Neuropsychological Outcome After Carbon Monoxide Exposure Following a Storm: A Case-Control Study

Bérengère Pages; Mélanie Planton; Sophie Buys; Béatrice Lemesle; Philippe Birmes; Emmanuel Joseph Barbeau; Stéphanie Maziero; Laurie Cordier; Claudine Cabot; Michèle Puel; Michèle Genestal; François Chollet; Jérémie Pariente


BMC Neurol. 2014;14(153) 

In This Article


Among the 117 patients, 30 were children under 15 who were not contacted. 87 patients were contacted by phone between February 25th and 27th 2009. 7 did not meet the inclusion criteria. The 80 remaining persons were contacted and invited to participate. 42 persons did not want to enter the study and explained they had resumed their life with no sequelae. 38 persons were included (mean age 38.9 ± 16.6; 34.2% male; 11.7 ± 2.9 years of education). 38 paired controls were also recruited (mean age 38.7 ± 16.5; 34.2 % male; 11.4 ± 3.9 years of education). No difference was found between patients and controls for age, gender and education level (Figure 1, data reported for education). Patients were assessed for the study 50.9 ± 17.3 days after CO poisoning. They all fulfilled the CO poisoning diagnosis criteria. The COHb level was recorded for 24 out of the 38 patients (10.9% (±7.9)). No CT scan lesion was observed. 2 patients (5%) had received hyperbaric oxygen therapy, 6 (16%) had had normobaric oxygen therapy and 29 (76%) had received both. For 1 patient, the treatment received was not known.

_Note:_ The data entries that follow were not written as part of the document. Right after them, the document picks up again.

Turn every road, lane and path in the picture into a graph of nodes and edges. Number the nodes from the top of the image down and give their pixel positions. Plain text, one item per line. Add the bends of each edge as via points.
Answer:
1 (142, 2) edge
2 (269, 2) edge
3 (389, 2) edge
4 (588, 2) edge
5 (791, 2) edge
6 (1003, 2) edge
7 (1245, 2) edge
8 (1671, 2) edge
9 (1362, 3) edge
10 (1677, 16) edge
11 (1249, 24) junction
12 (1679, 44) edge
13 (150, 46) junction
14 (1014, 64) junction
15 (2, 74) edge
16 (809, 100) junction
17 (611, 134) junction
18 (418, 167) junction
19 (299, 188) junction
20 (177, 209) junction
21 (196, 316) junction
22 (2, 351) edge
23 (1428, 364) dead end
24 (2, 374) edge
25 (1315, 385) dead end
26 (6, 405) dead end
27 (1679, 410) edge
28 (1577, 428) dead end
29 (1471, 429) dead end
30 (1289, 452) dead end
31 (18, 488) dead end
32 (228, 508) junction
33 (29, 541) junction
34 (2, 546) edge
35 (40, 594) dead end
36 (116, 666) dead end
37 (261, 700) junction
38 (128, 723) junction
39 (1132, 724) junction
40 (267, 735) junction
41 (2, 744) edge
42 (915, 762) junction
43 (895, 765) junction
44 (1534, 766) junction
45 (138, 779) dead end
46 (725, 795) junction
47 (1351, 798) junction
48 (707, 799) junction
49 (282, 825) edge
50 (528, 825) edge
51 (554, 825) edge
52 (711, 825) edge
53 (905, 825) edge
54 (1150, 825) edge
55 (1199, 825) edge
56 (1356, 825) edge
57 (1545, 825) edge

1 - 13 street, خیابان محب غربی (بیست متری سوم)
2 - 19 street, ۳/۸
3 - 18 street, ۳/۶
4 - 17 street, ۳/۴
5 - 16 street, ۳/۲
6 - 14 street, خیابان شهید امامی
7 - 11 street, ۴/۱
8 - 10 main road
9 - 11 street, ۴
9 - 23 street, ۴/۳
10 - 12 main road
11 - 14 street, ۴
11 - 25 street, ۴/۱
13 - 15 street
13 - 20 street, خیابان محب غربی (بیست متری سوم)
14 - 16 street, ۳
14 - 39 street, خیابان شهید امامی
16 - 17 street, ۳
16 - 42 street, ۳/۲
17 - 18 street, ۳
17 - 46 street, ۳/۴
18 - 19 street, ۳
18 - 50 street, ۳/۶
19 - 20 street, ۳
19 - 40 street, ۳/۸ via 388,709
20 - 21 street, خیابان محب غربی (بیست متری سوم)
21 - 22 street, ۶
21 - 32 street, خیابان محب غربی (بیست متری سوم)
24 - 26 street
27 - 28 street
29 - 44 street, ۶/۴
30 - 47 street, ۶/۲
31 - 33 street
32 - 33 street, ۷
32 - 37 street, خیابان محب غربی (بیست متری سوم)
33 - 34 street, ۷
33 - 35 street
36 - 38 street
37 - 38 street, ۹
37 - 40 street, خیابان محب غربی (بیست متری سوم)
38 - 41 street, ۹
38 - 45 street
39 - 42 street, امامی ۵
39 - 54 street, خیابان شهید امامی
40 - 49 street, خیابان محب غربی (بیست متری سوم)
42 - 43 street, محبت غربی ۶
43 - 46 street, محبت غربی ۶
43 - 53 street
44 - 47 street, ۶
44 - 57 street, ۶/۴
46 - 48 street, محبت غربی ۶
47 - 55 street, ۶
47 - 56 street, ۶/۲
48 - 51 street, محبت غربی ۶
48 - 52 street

Causes of CO intoxication, initial symptoms and symptoms reported during the semi-structured interview are reported in Table 1.

Figure 1.

Group comparisons for education level and the five cognitive tests that showed significant differences. For the main measure of each test, we provide a graphical representation of the dispersion of the performance of each group using box-plots. Boxes represent the 25th and 75th percentiles, and the lines in the boxes indicate the medians. Notches display the variability of the median between samples. Upper and lower lines of whiskers represent minimum and maximum performance. Circles are outliers in each group, i.e. subjects whose performance fell outside minimum or maximum values of +/- 1.5 the difference between the 25th and 75th percentiles. D represents Cohen's D value. *indicates a significant difference (*: p < 0.05 and **: p < 0.01).

No difference was found between groups on the cognitive complaint questionnaire but patients had a lower quality of life than controls (patients: 103.8 ± 18.3; controls: 113.4 ± 9.2; p < 0.001; Table 2). Patients showed significantly lower cognitive performance than controls on 5/8 of the following cognitive variables of interest: FCSRT, letter-number sequences, digit symbol test, TMT B test, Stroop test (Figure 1). The effect size was "medium" for all these tests (Figure 1). Different results between the two groups were identified in two of the six subtests of the M.I.N.I.: major depressive disorder (p < 0.01) and PTSD (p < 0.02) were more common in the patient group (Table 2).

We found a negative correlation between patients' COHb level and cognitive composite score (r = -0,42, p < 0,005) (Figure 2).

Figure 2.

Spearman correlation between COHb level and cognitive composite score.